Toujours tendre, jamais aigre
Le style européen, français mais aussi le néoréalisme italien ont d’évidence guidé le projet artistique. Dès le premier mouvement de caméra, un lent travelling sur une main street déserte et balayée par le vent, on sait que le film ne montrera pas une réalité glamour. Le monde de rêve des studios américains, celui de Doris Day, est bien loin. On pense aux Vitelloni de Fellini, chronique d’une petite ville italienne dont les jeunes aimeraient partir. Le noir et blanc choisi par le directeur de la photographie Robert Surtees met en relief la pâleur, la poussière omniprésente, la vétusté des bâtiments et des intérieurs. Et que dire des paysages ? Il n’y a aucune perspective, aucun horizon véritable dans les plans du film. Les paysages grandioses du western – on est quand même au Texas – se dérobent au regard. On ne voit pas de chevaux sauf à travers les souvenirs de Sam the lion et quand on s’arrête la nuit pour contempler la plaine à travers son pare-brise, on fixe les lumières des puits de pétrole. C’est un monde en fin de course qui nous est représenté et seuls les visages des jeunes mettent de la luminosité dans ce tableau. Avec son visage juvénile, sa peau blanche, ses cheveux dorés qu’on a envie de caresser, Jacy (Cybill Shepherd) représente la seule image de beauté dans ce monde rude et fatigué mais elle est la première à vouloir s’arracher à cette ville sans âme. Son portrait est certes moins reluisant que celui de Sonny (elle est menteuse et manipulatrice) mais qu’a-t-elle de plus que ses charmes pour s’en sortir ? Le monde d’Anarene et de ses petites gens n’est heureusement pas à jeter à la poubelle. Le film est toujours tendre, jamais aigre. Sans cesse bercé par la musique (omniprésence de la radio, du jukebox, des disques), c’est le monde attachant des teenagers qui rêvent d’un ailleurs plus excitant mais dont certains restent car ils ne peuvent pas faire autrement.
Nostalgie
La dernière séance est un film sur l’ennui où on ne s’ennuie jamais. Sa grande force réside dans le jeu subtil de ses jeunes acteurs et dans un ton nouveau qui tranche avec le cinéma poussiéreux des studios à l’époque en plein marasme.

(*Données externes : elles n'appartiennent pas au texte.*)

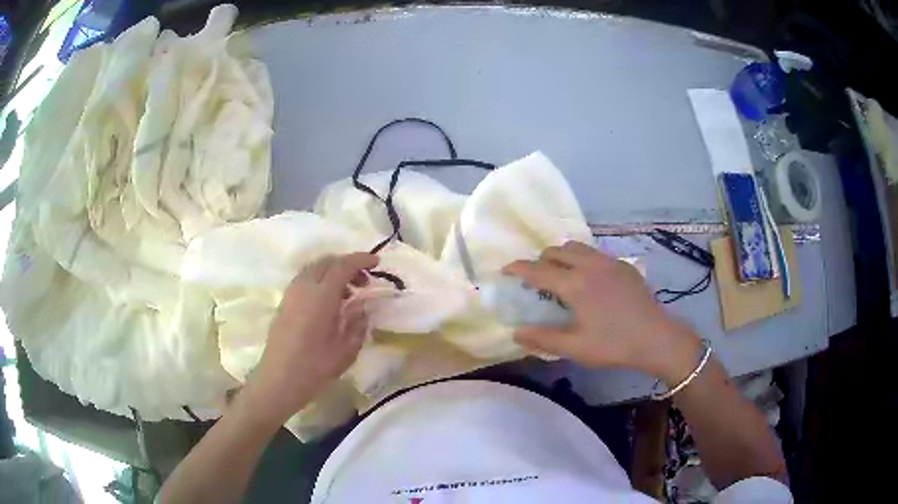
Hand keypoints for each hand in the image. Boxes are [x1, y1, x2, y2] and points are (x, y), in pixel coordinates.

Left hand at [240, 252, 378, 425]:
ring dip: (333, 272)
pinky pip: (305, 279)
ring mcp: (291, 293)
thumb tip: (362, 308)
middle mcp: (304, 287)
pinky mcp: (284, 302)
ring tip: (348, 293)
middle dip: (348, 264)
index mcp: (321, 296)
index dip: (361, 259)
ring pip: (314, 268)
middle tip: (364, 281)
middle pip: (327, 261)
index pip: (343, 265)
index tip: (377, 262)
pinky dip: (320, 280)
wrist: (278, 380)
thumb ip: (357, 324)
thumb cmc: (314, 368)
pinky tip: (329, 302)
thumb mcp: (346, 350)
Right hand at [503, 241, 699, 382]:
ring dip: (563, 256)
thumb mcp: (575, 348)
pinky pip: (596, 253)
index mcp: (575, 284)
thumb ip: (543, 339)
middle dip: (541, 260)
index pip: (538, 270)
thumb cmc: (614, 345)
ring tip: (562, 274)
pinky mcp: (624, 265)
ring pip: (578, 247)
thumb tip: (515, 332)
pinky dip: (583, 259)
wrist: (656, 338)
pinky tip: (590, 280)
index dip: (518, 268)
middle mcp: (590, 265)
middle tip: (536, 278)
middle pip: (557, 250)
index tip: (505, 270)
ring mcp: (610, 262)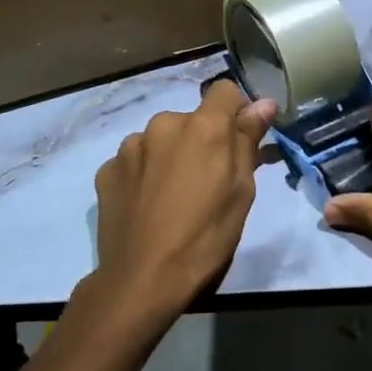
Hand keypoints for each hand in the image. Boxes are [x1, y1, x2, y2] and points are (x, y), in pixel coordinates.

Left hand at [92, 79, 278, 324]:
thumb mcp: (241, 190)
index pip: (224, 91)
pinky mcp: (107, 169)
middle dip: (200, 141)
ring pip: (160, 140)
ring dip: (169, 156)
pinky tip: (146, 206)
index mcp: (203, 126)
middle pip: (191, 120)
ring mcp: (131, 146)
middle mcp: (164, 123)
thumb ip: (248, 139)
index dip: (235, 111)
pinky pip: (134, 162)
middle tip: (205, 182)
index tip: (238, 141)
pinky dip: (143, 175)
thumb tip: (264, 102)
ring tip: (171, 198)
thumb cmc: (206, 236)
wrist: (143, 279)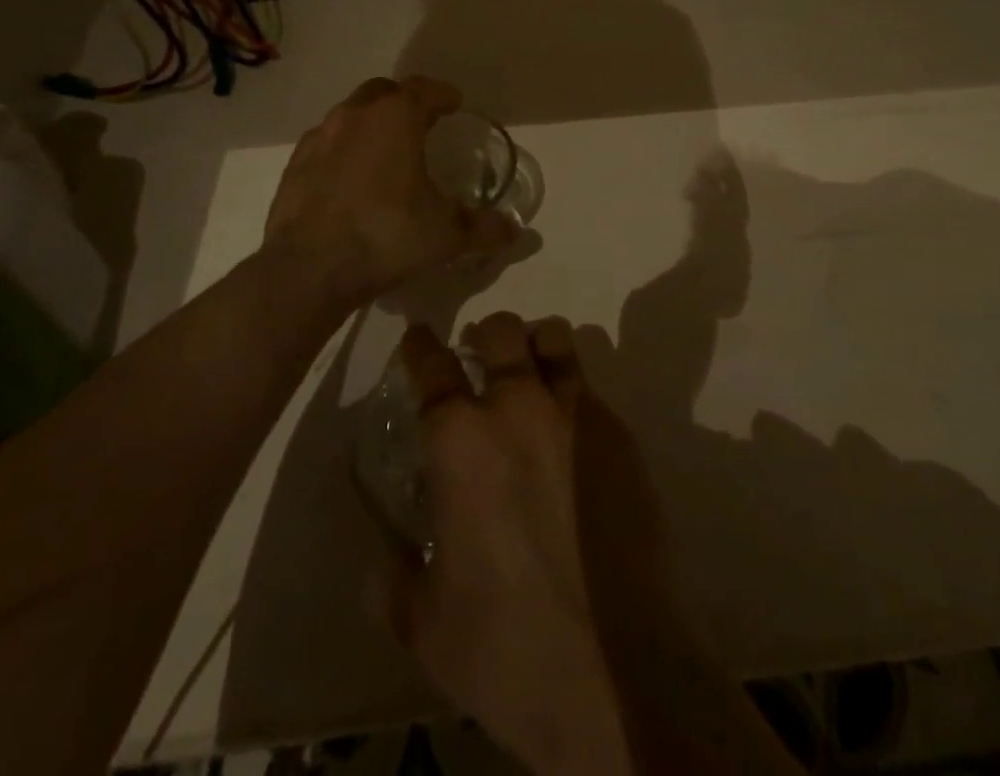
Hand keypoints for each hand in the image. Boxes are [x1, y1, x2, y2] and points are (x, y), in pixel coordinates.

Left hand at [263, 76, 517, 307]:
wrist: (310, 269)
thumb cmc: (387, 236)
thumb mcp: (447, 235)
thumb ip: (483, 227)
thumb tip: (514, 230)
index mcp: (396, 118)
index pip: (426, 89)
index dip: (444, 95)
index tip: (454, 104)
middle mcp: (356, 115)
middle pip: (384, 92)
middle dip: (404, 101)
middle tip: (421, 124)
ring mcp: (320, 137)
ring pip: (351, 114)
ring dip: (371, 124)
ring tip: (386, 152)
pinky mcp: (295, 163)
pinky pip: (326, 143)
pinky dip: (343, 150)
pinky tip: (350, 179)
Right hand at [381, 315, 633, 775]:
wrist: (620, 669)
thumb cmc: (507, 647)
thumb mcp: (422, 621)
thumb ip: (391, 571)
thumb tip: (379, 549)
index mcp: (461, 440)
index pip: (432, 365)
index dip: (420, 345)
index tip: (418, 338)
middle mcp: (518, 408)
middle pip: (501, 329)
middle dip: (484, 334)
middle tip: (477, 356)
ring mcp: (576, 414)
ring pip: (554, 338)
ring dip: (534, 346)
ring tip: (527, 373)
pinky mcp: (620, 434)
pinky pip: (588, 387)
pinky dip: (570, 392)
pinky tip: (568, 434)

Le scénario de Bogdanovich et McMurtry est en plus assez habile pour s’adresser à la fois aux jeunes et aux adultes, aux modernes et aux classiques. Aux uns il parle sur un ton libre de frustration sexuelle et d’évasion, aux autres il évoque un mode de vie aventureux et sauvage qui a hélas disparu avec la modernité. Ce monde de cowboys n’existe plus que dans les souvenirs de certains et dans les westerns. L’écran de cinéma tranche par sa netteté et par l’éclat de son image. Le réalisateur cinéphile y montre quelques extraits de La rivière rouge d’Howard Hawks, avec des gros plans de cowboys allègres. Avec la fermeture de la salle de cinéma, la nostalgie du film se double d’une nostalgie pour le passé hollywoodien. Bogdanovich est et restera un grand nostalgique du cinéma classique. La télévision arrive, avec son écran minuscule et c’est un autre monde qui naît. Il est amusant de constater que le Texas, dix ans après La dernière séance sera le décor de la série emblématique des années télé, Dallas (ton univers impitoyaableuh !).